Background and objective In clinical practice, a working diagnosis of IPF may be performed to provide effective antifibrotic treatment to patients who cannot undergo SLB. In this study, we compared the disease course across IPF diagnostic categories in a real‐life clinical setting to clarify the appropriateness of a working diagnosis of IPF and treatment initiation in these patients. Methods Longitudinal data from IPF patients receiving antifibrotic treatment (pirfenidone or nintedanib) were retrospectively collected at three tertiary centres in Italy. Univariate and multivariate analyses were performed to compare time to death and to a composite endpoint of disease progression between two diagnostic subgroups, that is, patients with UIP on HRCT and/or SLB, and patients with possible UIP and no histological confirmation. Results A total of 249 IPF patients were included in the analysis. Among patients with a possible UIP pattern on HRCT, 41 (55%) were prescribed antifibrotic treatment (either nintedanib or pirfenidone) despite absence of histological confirmation.
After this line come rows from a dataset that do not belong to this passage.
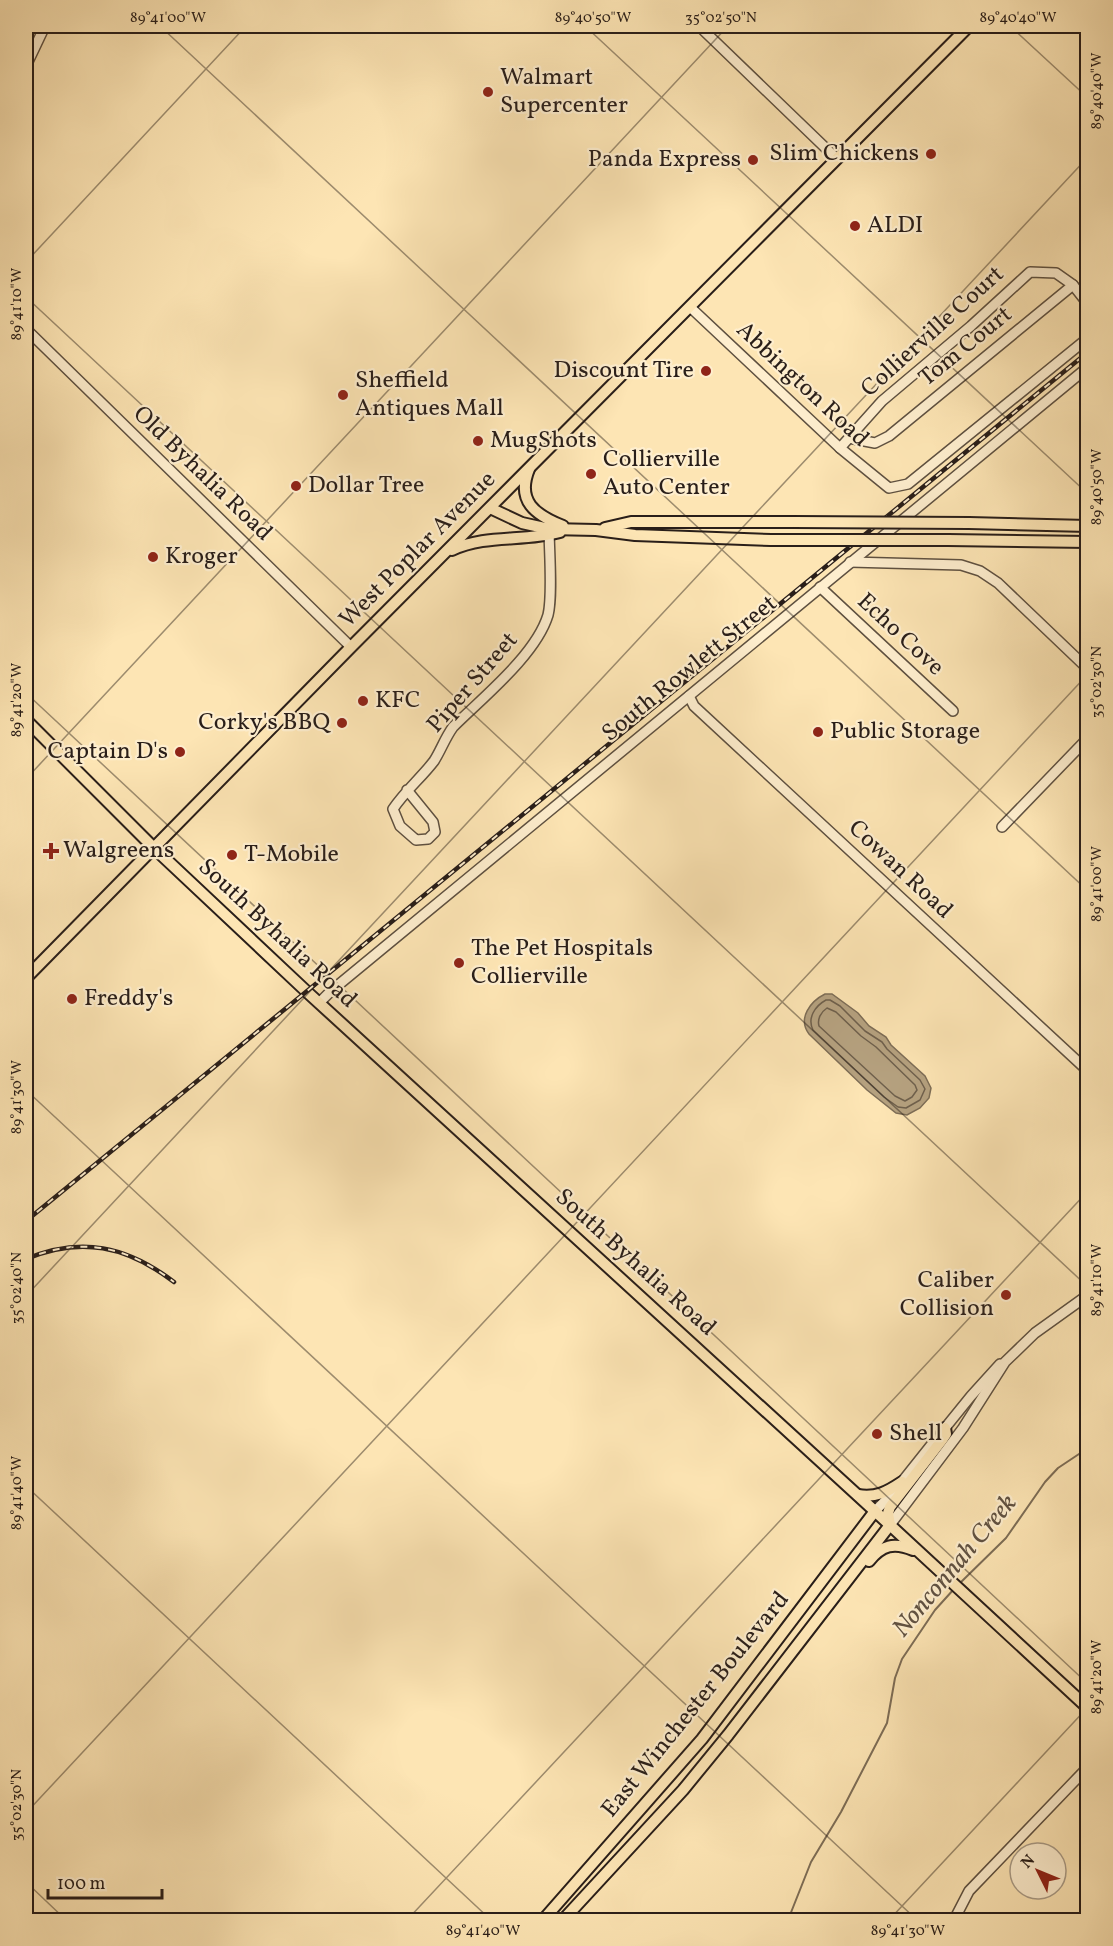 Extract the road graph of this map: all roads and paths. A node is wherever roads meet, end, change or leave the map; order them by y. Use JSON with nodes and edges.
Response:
{"nodes":[{"id":1,"x":45,"y":26,"type":"edge"},
{"id":2,"x":699,"y":26,"type":"edge"},
{"id":3,"x":969,"y":26,"type":"edge"},
{"id":4,"x":26,"y":66,"type":"edge"},
{"id":5,"x":837,"y":159,"type":"junction"},
{"id":6,"x":1072,"y":285,"type":"junction"},
{"id":7,"x":1088,"y":304,"type":"edge"},
{"id":8,"x":690,"y":307,"type":"junction"},
{"id":9,"x":26,"y":329,"type":"edge"},
{"id":10,"x":1088,"y":338,"type":"edge"},
{"id":11,"x":1088,"y":367,"type":"edge"},
{"id":12,"x":849,"y":438,"type":"junction"},
{"id":13,"x":840,"y":448,"type":"junction"},
{"id":14,"x":530,"y":467,"type":"junction"},
{"id":15,"x":490,"y":508,"type":"junction"},
{"id":16,"x":1088,"y":526,"type":"edge"},
{"id":17,"x":549,"y":528,"type":"junction"},
{"id":18,"x":596,"y":530,"type":"junction"},
{"id":19,"x":1088,"y":542,"type":"edge"},
{"id":20,"x":444,"y":554,"type":"junction"},
{"id":21,"x":850,"y":562,"type":"junction"},
{"id":22,"x":820,"y":587,"type":"junction"},
{"id":23,"x":351,"y":647,"type":"junction"},
{"id":24,"x":1088,"y":669,"type":"edge"},
{"id":25,"x":688,"y":696,"type":"junction"},
{"id":26,"x":953,"y":711,"type":"dead end"},
{"id":27,"x":26,"y":720,"type":"edge"},
{"id":28,"x":1088,"y":738,"type":"edge"},
{"id":29,"x":407,"y":790,"type":"junction"},
{"id":30,"x":1002,"y":827,"type":"dead end"},
{"id":31,"x":154,"y":848,"type":"junction"},
{"id":32,"x":26,"y":978,"type":"edge"},
{"id":33,"x":319,"y":1003,"type":"junction"},
{"id":34,"x":1088,"y":1071,"type":"edge"},
{"id":35,"x":1088,"y":1295,"type":"edge"},
{"id":36,"x":1005,"y":1362,"type":"junction"},
{"id":37,"x":945,"y":1428,"type":"junction"},
{"id":38,"x":902,"y":1482,"type":"junction"},
{"id":39,"x":857,"y":1495,"type":"junction"},
{"id":40,"x":875,"y":1511,"type":"junction"},
{"id":41,"x":890,"y":1525,"type":"junction"},
{"id":42,"x":919,"y":1552,"type":"junction"},
{"id":43,"x":809,"y":1632,"type":"junction"},
{"id":44,"x":757,"y":1668,"type":"junction"},
{"id":45,"x":767,"y":1686,"type":"junction"},
{"id":46,"x":1088,"y":1708,"type":"edge"},
{"id":47,"x":1088,"y":1767,"type":"edge"},
{"id":48,"x":543,"y":1920,"type":"edge"},
{"id":49,"x":562,"y":1920,"type":"edge"},
{"id":50,"x":954,"y":1920,"type":"edge"}],
"edges":[{"from":1,"to":4,"type":"street"},
{"from":2,"to":5,"type":"street"},
{"from":3,"to":5,"type":"main road","name":"West Poplar Avenue"},
{"from":5,"to":8,"type":"main road","name":"West Poplar Avenue"},
{"from":6,"to":7,"type":"street","name":"Collierville Court"},
{"from":6,"to":12,"type":"street","name":"Tom Court"},
{"from":6,"to":12,"type":"street","name":"Collierville Court"},
{"from":8,"to":13,"type":"street","name":"Abbington Road"},
{"from":8,"to":14,"type":"main road","name":"West Poplar Avenue"},
{"from":9,"to":23,"type":"street","name":"Old Byhalia Road"},
{"from":10,"to":13,"type":"street","name":"Abbington Road"},
{"from":11,"to":21,"type":"street","name":"South Rowlett Street"},
{"from":12,"to":13,"type":"street","name":"Collierville Court"},
{"from":14,"to":15,"type":"main road","name":"West Poplar Avenue"},
{"from":14,"to":17,"type":"main road"},
{"from":15,"to":17,"type":"main road"},
{"from":15,"to":20,"type":"main road","name":"West Poplar Avenue"},
{"from":16,"to":18,"type":"main road","bridge":true},
{"from":17,"to":18,"type":"main road"},
{"from":17,"to":20,"type":"main road"},
{"from":17,"to":29,"type":"street","name":"Piper Street"},
{"from":18,"to":19,"type":"main road","bridge":true},
{"from":20,"to":23,"type":"main road","name":"West Poplar Avenue"},
{"from":21,"to":22,"type":"street","name":"South Rowlett Street"},
{"from":21,"to":24,"type":"street"},
{"from":22,"to":25,"type":"street","name":"South Rowlett Street"},
{"from":22,"to":26,"type":"street","name":"Echo Cove"},
{"from":23,"to":31,"type":"main road","name":"West Poplar Avenue"},
{"from":25,"to":33,"type":"street","name":"South Rowlett Street"},
{"from":25,"to":34,"type":"street","name":"Cowan Road"},
{"from":27,"to":31,"type":"main road","name":"South Byhalia Road"},
{"from":28,"to":30,"type":"street"},
{"from":29,"to":29,"type":"street","name":"Piper Street"},
{"from":31,"to":32,"type":"main road","name":"West Poplar Avenue"},
{"from":31,"to":33,"type":"main road","name":"South Byhalia Road"},
{"from":33,"to":39,"type":"main road","name":"South Byhalia Road"},
{"from":35,"to":36,"type":"street"},
{"from":36,"to":37,"type":"street"},
{"from":36,"to":41,"type":"street"},
{"from":37,"to":38,"type":"street"},
{"from":37,"to":41,"type":"main road"},
{"from":38,"to":39,"type":"main road"},
{"from":38,"to":40,"type":"street"},
{"from":39,"to":40,"type":"main road","name":"South Byhalia Road"},
{"from":40,"to":41,"type":"main road","name":"South Byhalia Road"},
{"from":40,"to":43,"type":"main road"},
{"from":40,"to":44,"type":"main road","name":"East Winchester Boulevard"},
{"from":41,"to":42,"type":"main road","name":"South Byhalia Road"},
{"from":41,"to":43,"type":"main road","name":"East Winchester Boulevard"},
{"from":42,"to":43,"type":"main road"},
{"from":42,"to":46,"type":"main road","name":"South Byhalia Road"},
{"from":43,"to":45,"type":"main road","name":"East Winchester Boulevard"},
{"from":44,"to":45,"type":"main road"},
{"from":44,"to":48,"type":"main road","name":"East Winchester Boulevard"},
{"from":45,"to":49,"type":"main road","name":"East Winchester Boulevard"},
{"from":47,"to":50,"type":"street"}]}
This group demonstrated similar mortality and disease progression as compared to patients with a definite diagnosis of IPF as per diagnostic guidelines (log‐rank test P = 0.771 and P = 0.139, respectively). Such findings were confirmed on multivariate analysis (HR: 1.19, 95% CI: 0.49–2.89, P = 0.7 for death; HR: 1.42, 95% CI: 0.83–2.44, P = 0.201 for disease progression). Conclusion In patients receiving antifibrotics following a working diagnosis of IPF, disease progression rates were similar to patients with a confident diagnosis of IPF according to consensus guidelines, supporting the rationale for treatment initiation in these patients by expert multidisciplinary teams.